---- DATA FOR THIS TASK
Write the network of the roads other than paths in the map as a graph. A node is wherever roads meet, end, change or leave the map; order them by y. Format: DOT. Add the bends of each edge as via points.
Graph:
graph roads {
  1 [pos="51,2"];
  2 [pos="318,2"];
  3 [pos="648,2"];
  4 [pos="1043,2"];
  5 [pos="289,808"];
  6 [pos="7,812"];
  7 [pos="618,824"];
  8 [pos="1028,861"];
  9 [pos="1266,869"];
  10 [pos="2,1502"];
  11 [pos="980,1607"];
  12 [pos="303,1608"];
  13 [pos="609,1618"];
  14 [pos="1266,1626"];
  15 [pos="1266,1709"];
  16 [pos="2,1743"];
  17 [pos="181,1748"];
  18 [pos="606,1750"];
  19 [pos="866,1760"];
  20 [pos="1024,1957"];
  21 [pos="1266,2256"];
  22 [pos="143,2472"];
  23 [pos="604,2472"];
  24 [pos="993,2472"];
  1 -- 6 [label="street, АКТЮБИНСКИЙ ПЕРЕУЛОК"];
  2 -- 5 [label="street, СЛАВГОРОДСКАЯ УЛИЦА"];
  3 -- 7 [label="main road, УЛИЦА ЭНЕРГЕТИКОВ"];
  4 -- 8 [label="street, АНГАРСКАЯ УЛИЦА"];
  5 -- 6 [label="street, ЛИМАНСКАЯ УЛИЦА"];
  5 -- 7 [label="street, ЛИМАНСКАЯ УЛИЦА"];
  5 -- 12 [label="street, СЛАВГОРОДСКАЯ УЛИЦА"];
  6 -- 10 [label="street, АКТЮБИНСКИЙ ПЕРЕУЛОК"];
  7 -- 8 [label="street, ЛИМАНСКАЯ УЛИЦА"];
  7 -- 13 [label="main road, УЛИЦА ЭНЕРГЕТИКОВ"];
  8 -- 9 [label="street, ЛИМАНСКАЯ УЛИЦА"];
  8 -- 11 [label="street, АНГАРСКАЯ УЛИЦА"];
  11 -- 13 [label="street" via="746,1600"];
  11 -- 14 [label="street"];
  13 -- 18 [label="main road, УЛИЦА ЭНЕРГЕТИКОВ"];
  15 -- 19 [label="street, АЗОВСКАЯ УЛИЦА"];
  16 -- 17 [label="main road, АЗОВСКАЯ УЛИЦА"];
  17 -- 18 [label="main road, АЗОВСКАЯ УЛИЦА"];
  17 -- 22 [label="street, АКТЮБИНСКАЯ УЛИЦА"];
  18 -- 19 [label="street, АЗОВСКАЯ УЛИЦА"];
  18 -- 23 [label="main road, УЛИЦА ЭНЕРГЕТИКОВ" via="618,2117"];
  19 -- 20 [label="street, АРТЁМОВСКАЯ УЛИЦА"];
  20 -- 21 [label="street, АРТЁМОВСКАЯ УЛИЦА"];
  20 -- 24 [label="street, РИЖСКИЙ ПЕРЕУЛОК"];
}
--------
**EXERCISE REQUIREMENTS**
Give every entry back unchanged. Leave none out.

**RESPONSE BELOW**
Write the network of the roads other than paths in the map as a graph. A node is wherever roads meet, end, change or leave the map; order them by y. Format: DOT. Add the bends of each edge as via points.
Graph:
graph roads {
  1 [pos="51,2"];
  2 [pos="318,2"];
  3 [pos="648,2"];
  4 [pos="1043,2"];
  5 [pos="289,808"];
  6 [pos="7,812"];
  7 [pos="618,824"];
  8 [pos="1028,861"];
  9 [pos="1266,869"];
  10 [pos="2,1502"];
  11 [pos="980,1607"];
  12 [pos="303,1608"];
  13 [pos="609,1618"];
  14 [pos="1266,1626"];
  15 [pos="1266,1709"];
  16 [pos="2,1743"];
  17 [pos="181,1748"];
  18 [pos="606,1750"];
  19 [pos="866,1760"];
  20 [pos="1024,1957"];
  21 [pos="1266,2256"];
  22 [pos="143,2472"];
  23 [pos="604,2472"];
  24 [pos="993,2472"];
  1 -- 6 [label="street, АКТЮБИНСКИЙ ПЕРЕУЛОК"];
  2 -- 5 [label="street, СЛАВГОРОДСКАЯ УЛИЦА"];
  3 -- 7 [label="main road, УЛИЦА ЭНЕРГЕТИКОВ"];
  4 -- 8 [label="street, АНГАРСКАЯ УЛИЦА"];
  5 -- 6 [label="street, ЛИМАНСКАЯ УЛИЦА"];
  5 -- 7 [label="street, ЛИМАНСКАЯ УЛИЦА"];
  5 -- 12 [label="street, СЛАВГОРОДСКАЯ УЛИЦА"];
  6 -- 10 [label="street, АКТЮБИНСКИЙ ПЕРЕУЛОК"];
  7 -- 8 [label="street, ЛИМАНСКАЯ УЛИЦА"];
  7 -- 13 [label="main road, УЛИЦА ЭНЕРГЕТИКОВ"];
  8 -- 9 [label="street, ЛИМАНСКАЯ УЛИЦА"];
  8 -- 11 [label="street, АНГАРСКАЯ УЛИЦА"];
  11 -- 13 [label="street" via="746,1600"];
  11 -- 14 [label="street"];
  13 -- 18 [label="main road, УЛИЦА ЭНЕРГЕТИКОВ"];
  15 -- 19 [label="street, АЗОВСКАЯ УЛИЦА"];
  16 -- 17 [label="main road, АЗОВСКАЯ УЛИЦА"];
  17 -- 18 [label="main road, АЗОВСКАЯ УЛИЦА"];
  17 -- 22 [label="street, АКТЮБИНСКАЯ УЛИЦА"];
  18 -- 19 [label="street, АЗОВСКАЯ УЛИЦА"];
  18 -- 23 [label="main road, УЛИЦА ЭНЕРГЕТИКОВ" via="618,2117"];
  19 -- 20 [label="street, АРТЁМОВСКАЯ УЛИЦА"];
  20 -- 21 [label="street, АРТЁМОВСКАЯ УЛИЦА"];
  20 -- 24 [label="street, РИЖСКИЙ ПЕРЕУЛОК"];
}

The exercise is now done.